China is sending 11 swimmers embroiled in a doping scandal to the Paris 2024 Olympics.
In a 31-member swimming roster released on Tuesday, the Chinese Swimming Association named nearly a dozen swimmers who tested positive for the banned heart drug trimetazidine in 2021.
Although the tests were conducted three years ago, the results were only revealed this year, sparking international outrage against both China and the World Anti-Doping Agency. WADA said it accepted China's explanation that the 23 swimmers who failed the tests had accidentally eaten food contaminated with a substance called TMZ, the levels of which were found at “very low levels”.
WADA privately cleared the swimmers of wrongdoing and allowed them to compete at Tokyo 2021 – where two of them won Olympic gold medals.
On Tuesday, eleven of the 23 athletes were included in the Chinese team participating in next month's Olympic Games.
These include Zhang Yufei, who won gold in the women's 200m butterfly and 200m freestyle relay, and Wang Xun, who won gold in the men's 200m individual medley.
Chinese officials have strongly denied the doping allegations, calling them “false”, “misleading” and “defamatory”.
The incident could also impact swimming events at Paris 2024, with critics accusing WADA of double standards. The doping agency cleared Chinese swimmers after banning Russian figure skater Kamila Valieva, who claimed to have been contaminated by TMZ ahead of the Beijing 2022 Winter Games.
When the positive tests emerged in China, Travis Tygart, CEO of the United States Anti-Doping Agency, or USADA, called the news “devastating.” He said the world and Chinese anti-doping associations had “kept these positives secret until now.”

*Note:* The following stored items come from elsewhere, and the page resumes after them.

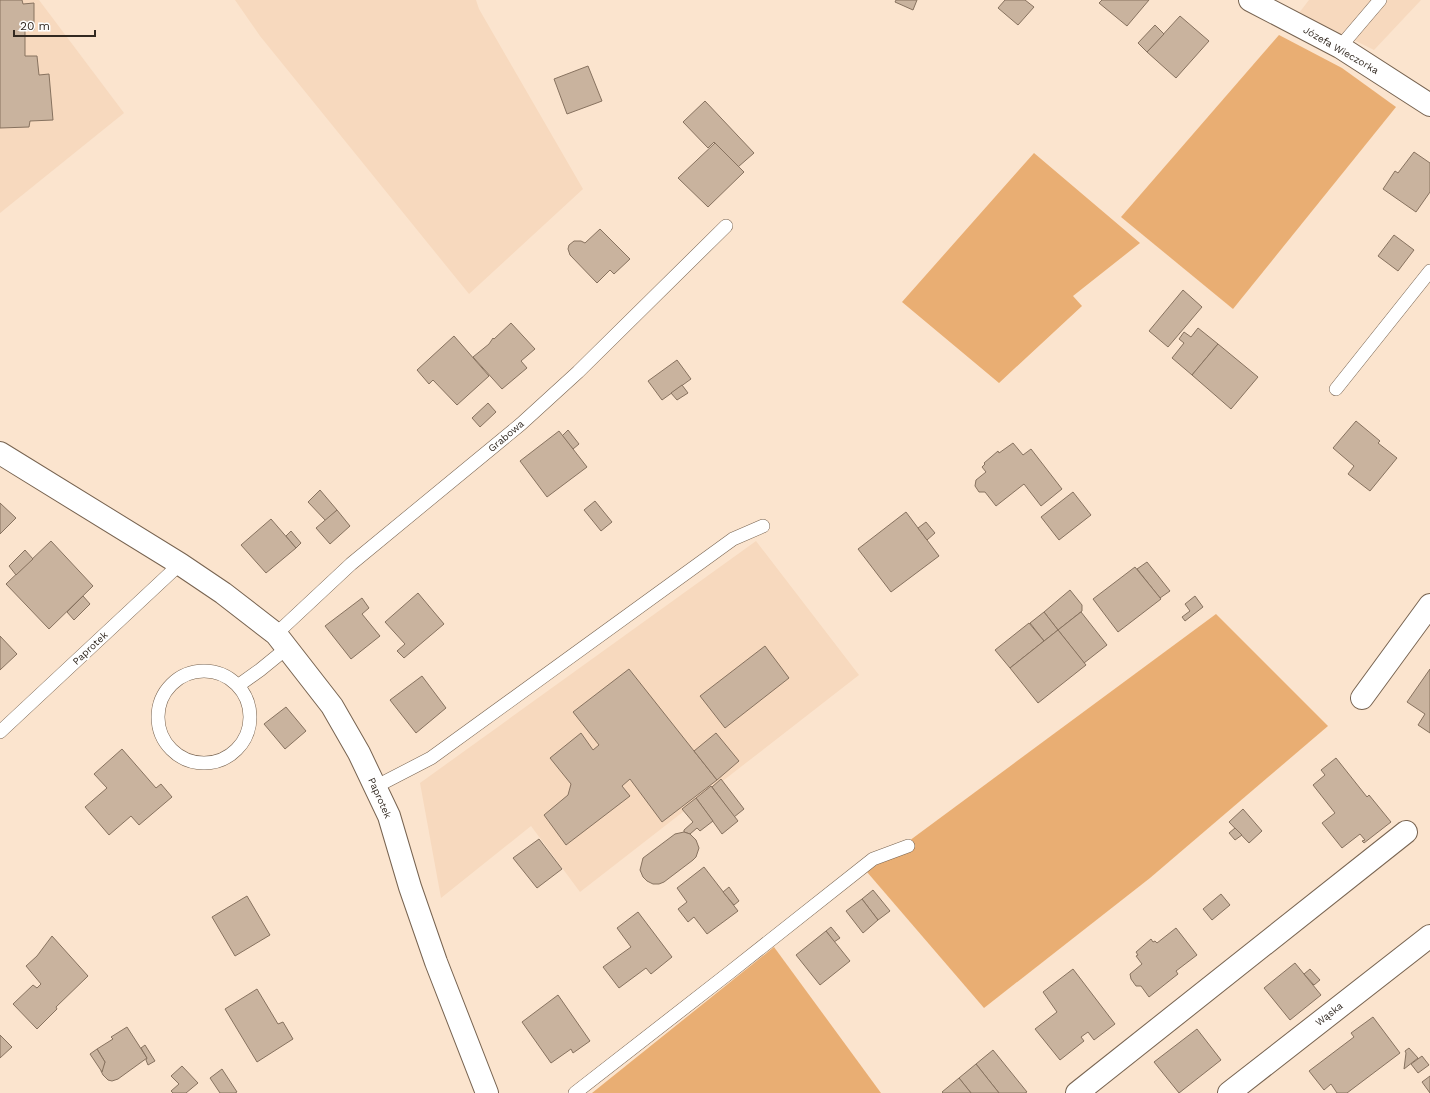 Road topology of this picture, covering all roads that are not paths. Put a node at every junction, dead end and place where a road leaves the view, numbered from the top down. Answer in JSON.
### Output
{"nodes":[{"id":1,"x":1250,"y":0,"type":"edge"},
{"id":2,"x":1380,"y":0,"type":"edge"},
{"id":3,"x":1340,"y":47,"type":"junction"},
{"id":4,"x":1430,"y":105,"type":"edge"},
{"id":5,"x":726,"y":226,"type":"dead end"},
{"id":6,"x":1430,"y":271,"type":"edge"},
{"id":7,"x":1336,"y":389,"type":"dead end"},
{"id":8,"x":0,"y":453,"type":"edge"},
{"id":9,"x":763,"y":526,"type":"dead end"},
{"id":10,"x":180,"y":564,"type":"junction"},
{"id":11,"x":1430,"y":605,"type":"edge"},
{"id":12,"x":281,"y":641,"type":"junction"},
{"id":13,"x":239,"y":685,"type":"junction"},
{"id":14,"x":1362,"y":698,"type":"dead end"},
{"id":15,"x":0,"y":732,"type":"edge"},
{"id":16,"x":376,"y":787,"type":"junction"},
{"id":17,"x":1406,"y":832,"type":"dead end"},
{"id":18,"x":908,"y":846,"type":"dead end"},
{"id":19,"x":1430,"y":936,"type":"edge"},
{"id":20,"x":487,"y":1093,"type":"edge"},
{"id":21,"x":575,"y":1093,"type":"edge"},
{"id":22,"x":1076,"y":1093,"type":"edge"},
{"id":23,"x":1229,"y":1093,"type":"edge"}],
"edges":[{"from":1,"to":3,"type":"street","name":"Józefa Wieczorka"},
{"from":2,"to":3,"type":"lane"},
{"from":3,"to":4,"type":"street","name":"Józefa Wieczorka"},
{"from":5,"to":12,"type":"lane","name":"Grabowa"},
{"from":6,"to":7,"type":"lane"},
{"from":8,"to":10,"type":"street","name":"Paprotek"},
{"from":9,"to":16,"type":"lane"},
{"from":10,"to":12,"type":"street","name":"Paprotek"},
{"from":10,"to":15,"type":"lane","name":"Paprotek"},
{"from":11,"to":14,"type":"street"},
{"from":12,"to":13,"type":"lane","name":"Grabowa"},
{"from":12,"to":16,"type":"street","name":"Paprotek"},
{"from":13,"to":13,"type":"lane"},
{"from":16,"to":20,"type":"street","name":"Paprotek"},
{"from":17,"to":22,"type":"street"},
{"from":18,"to":21,"type":"lane"},
{"from":19,"to":23,"type":"street","name":"Wąska"}]}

Gold medal-winning American swimmer Katie Ledecky said last month that confidence in the anti-doping system was at an “all-time low” before Paris. And next week, two other American swimming legends, Michael Phelps and Allison Schmitt, are scheduled to testify at a House Energy and Commerce subcommittee hearing on anti-doping measures on Capitol Hill.
“WADA's track record is questionable,” committee chairmen Cathy McMorris Rodgers, R-Wash., and Morgan Griffith, R-Va., said in a joint statement. “This hearing will give members an opportunity to examine that track record, and ensure that only the best athletes win gold medals.”
WADA has launched an independent review of its handling of the case, although it did so only after the news was leaked to the New York Times. It has also sent a team to China to assess its anti-doping program.
The China Anti-Doping Agency, or ChinaDA, has accused USADA and the Times of making “false allegations and misleading, defamatory reports.”
ChinaDA said its officials found traces of TMZ in the kitchen of the hotel in Shijiazhuang city where swimmers were staying for national competitions, where they tested positive. The results were due to “an isolated mass incident caused by athletes inadvertently consuming food contaminated with TMZ”, and “no fault or negligence” was found on the part of anyone involved.
WADA at the same time issued a series of sharp criticisms reiterating China’s position and calling the coverage “misleading and potentially defamatory.” It said in a statement in April that “the contamination scenario was plausible and there was no solid scientific evidence to challenge it.”
Last week, WADA confirmed a report in The Times that three of the 23 Chinese athletes had also tested positive for clenbuterol, another performance-enhancing drug, between 2016 and 2017.
According to the Times, these three athletes are part of China's team for the Paris Olympics. WADA has not confirmed their names.
The doping agency said some amount of the drug was “ingested through meat contamination” and called the Times story “sensationalist and inaccurate.”